I don’t think the horror of unlove’s influence is well understood, though it’s endemic in law, policymaking, and government. We can see it even in current criminal justice reform efforts. For example, as I have regrettably done in my own career, advocates for criminal justice reform will often turn groups of unloved people into a means to get what they want—whether through promoting a change in the law by excluding so-called “violent offenders” from any of its potential benefits, or in garnering popular support for the idea of reform by emphasizing the need to help “non-violent” over “violent” people.  Proposals based on such distinctions like the popular non-violent/violent dichotomy are almost certain to fail, as they are rarely based on a deep analysis of the justice-involved population. But this shouldn’t surprise us. The mentality that encourages us to use unloved people is born not from a careful concern for evidence, nor a regard for potential unintended consequences, but from the seductive expediencies of political power.
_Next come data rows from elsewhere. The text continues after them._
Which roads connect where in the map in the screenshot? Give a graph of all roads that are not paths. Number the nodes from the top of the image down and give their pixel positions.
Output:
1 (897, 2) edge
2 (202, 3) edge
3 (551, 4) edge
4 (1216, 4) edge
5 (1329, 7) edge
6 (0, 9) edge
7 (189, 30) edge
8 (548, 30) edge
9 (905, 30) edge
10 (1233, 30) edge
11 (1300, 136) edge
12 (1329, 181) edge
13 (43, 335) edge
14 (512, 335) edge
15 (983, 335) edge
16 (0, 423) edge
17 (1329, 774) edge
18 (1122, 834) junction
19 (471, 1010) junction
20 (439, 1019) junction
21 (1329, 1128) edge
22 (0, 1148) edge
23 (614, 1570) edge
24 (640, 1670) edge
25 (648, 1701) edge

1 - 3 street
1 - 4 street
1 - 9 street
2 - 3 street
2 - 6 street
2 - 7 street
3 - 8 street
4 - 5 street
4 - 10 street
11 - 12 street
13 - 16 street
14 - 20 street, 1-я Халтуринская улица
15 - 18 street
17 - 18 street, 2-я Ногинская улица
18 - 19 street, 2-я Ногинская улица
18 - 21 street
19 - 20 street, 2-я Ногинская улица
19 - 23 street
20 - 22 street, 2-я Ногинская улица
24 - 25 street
The lessons of mass incarceration—perhaps the greatest example of the horror of unlove in modern American history—should cause us to be wary of such strategies, if not to reject them outright.

7 thoughts on “Mass Incarceration and the Horror of Unlove”

  1. “Proposals based on such distinctions like the popular non-violent/violent dichotomy are almost certain to fail, as they are rarely based on a deep analysis of the justice-involved population.”

    I would be interested to here more about this ^^. What do you mean?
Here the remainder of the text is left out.